Peter sonrió de nuevo aunque con cara triste, y de pronto me cogió la mano.
—Faith —comenzó. Tragó saliva—. Faith, esto es una locura. No puedo soportarlo. Esto que estamos haciendo… es de locos. Faith —imploró—, yo no quiero divorciarme.
—Ya lo sé —contesté con un hilo de voz—. ¿Dónde está ella?
—En el servicio. Vendrá en un momento. ¿Y él? ¿Dónde está Jos?
—También viene hacia aquí.
—No tenemos mucho tiempo, Faith. —Peter me agarraba la mano con tanta fuerza que creí que me iba a romper los dedos—. Tenemos que hablar. Tenemos que hablar de verdad, Faith. No tenemos mucho tiempo. Tenemos que…. —De pronto me soltó la mano como si le quemara.
—¡Peter, cariño! —Era Andie, que bajaba las escaleras como una arpía dispuesta a acabar con todo—. Vamos, cariñín. Quiero que me lleves a casa.
De pronto me vio junto a él y se frenó en seco. Luego me dedicó una frágil sonrisa, se dio media vuelta y se llevó a Peter.
«¡Una Butterfly con alas!», proclamaba el
Telegraph
. «¡Una Butterfly de altura!», anunciaba el Times. «¡Un Puccini perfecto!», aseguraba el
Guardian
. «¡Una Butterfly deslumbrante!», decía el Mail. Los críticos eran unánimes: la producción había sido un auténtico éxito. Jos y yo leímos una y otra vez las críticas mientras desayunábamos el sábado. «Absolutamente conmovedora… Covent Garden inundado en lágrimas… La Butterfly de Li Yuen es más que una víctima… orgullosa y digna… El Pinkerton de Mark Bell aparecía cruel, pero ponía también de manifiesto un profundo dolor… Los magníficos diseños de Jos Cartwright le colocan sin duda alguna entre los mejores. »

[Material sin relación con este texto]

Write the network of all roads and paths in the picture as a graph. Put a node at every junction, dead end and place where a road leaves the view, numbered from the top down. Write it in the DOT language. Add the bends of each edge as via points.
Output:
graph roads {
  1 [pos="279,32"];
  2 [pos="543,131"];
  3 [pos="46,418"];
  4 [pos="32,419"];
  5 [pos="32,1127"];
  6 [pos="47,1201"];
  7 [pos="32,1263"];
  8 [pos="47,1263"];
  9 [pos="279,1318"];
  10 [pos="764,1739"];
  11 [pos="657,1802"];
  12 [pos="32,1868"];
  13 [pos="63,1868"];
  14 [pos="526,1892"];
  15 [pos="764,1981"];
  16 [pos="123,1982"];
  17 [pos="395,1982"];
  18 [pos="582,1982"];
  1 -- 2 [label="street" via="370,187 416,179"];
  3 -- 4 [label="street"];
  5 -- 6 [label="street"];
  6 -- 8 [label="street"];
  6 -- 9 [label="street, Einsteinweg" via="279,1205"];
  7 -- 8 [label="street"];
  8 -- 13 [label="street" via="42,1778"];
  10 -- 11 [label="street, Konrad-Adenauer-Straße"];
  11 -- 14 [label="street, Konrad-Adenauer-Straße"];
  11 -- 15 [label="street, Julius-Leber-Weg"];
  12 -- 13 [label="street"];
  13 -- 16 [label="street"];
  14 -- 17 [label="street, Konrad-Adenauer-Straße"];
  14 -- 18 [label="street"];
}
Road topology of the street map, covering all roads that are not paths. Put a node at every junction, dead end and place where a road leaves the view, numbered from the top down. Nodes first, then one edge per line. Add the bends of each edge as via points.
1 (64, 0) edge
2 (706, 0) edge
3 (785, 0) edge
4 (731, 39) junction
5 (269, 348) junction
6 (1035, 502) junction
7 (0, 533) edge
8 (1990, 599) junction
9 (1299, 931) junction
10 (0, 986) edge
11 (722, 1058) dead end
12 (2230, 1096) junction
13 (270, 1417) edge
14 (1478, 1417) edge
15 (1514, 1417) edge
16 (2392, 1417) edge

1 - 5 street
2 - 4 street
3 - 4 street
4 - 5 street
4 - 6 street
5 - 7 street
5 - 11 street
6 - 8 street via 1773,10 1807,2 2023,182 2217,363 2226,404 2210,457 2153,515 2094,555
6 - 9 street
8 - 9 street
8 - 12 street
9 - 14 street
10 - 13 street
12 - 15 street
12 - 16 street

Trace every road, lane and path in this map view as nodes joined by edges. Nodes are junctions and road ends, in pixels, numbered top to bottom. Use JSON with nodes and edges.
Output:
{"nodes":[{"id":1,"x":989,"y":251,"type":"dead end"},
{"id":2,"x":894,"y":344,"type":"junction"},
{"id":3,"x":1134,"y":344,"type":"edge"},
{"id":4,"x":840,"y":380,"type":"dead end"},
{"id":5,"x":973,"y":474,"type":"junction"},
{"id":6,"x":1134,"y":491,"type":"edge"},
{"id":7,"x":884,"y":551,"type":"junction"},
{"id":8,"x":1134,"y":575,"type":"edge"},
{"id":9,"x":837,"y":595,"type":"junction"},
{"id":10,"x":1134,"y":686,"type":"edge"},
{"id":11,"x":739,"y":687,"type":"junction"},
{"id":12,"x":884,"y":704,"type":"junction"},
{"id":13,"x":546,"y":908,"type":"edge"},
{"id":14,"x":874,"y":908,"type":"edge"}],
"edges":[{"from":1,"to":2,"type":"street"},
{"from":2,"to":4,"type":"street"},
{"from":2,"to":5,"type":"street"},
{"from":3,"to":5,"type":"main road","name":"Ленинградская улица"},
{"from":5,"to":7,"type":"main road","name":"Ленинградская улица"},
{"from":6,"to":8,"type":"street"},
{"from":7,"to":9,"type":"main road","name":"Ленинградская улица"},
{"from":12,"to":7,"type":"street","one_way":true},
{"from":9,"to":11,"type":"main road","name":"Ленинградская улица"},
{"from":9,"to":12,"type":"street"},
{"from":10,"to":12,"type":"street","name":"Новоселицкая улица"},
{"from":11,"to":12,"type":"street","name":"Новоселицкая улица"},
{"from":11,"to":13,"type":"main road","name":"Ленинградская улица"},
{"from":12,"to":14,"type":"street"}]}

—¡Lo has conseguido! —dije—. ¡Eres una figura!
—Sí, ha ido bastante bien —comentó tranquilo—. Estoy… satisfecho.
—Desde luego. Tienes a todo el mundo a tus pies.
Porque Jos ha recibido una avalancha de ofertas de trabajo. Le han propuesto hacer
Otra vuelta de tuerca
en Glyndebourne,
The Rake's progress
en el Metropolitan,
Don Giovanni
en San Francisco y
Rigoletto
en Roma. Le están encargando óperas que no se estrenarán hasta dentro de tres o cuatro años.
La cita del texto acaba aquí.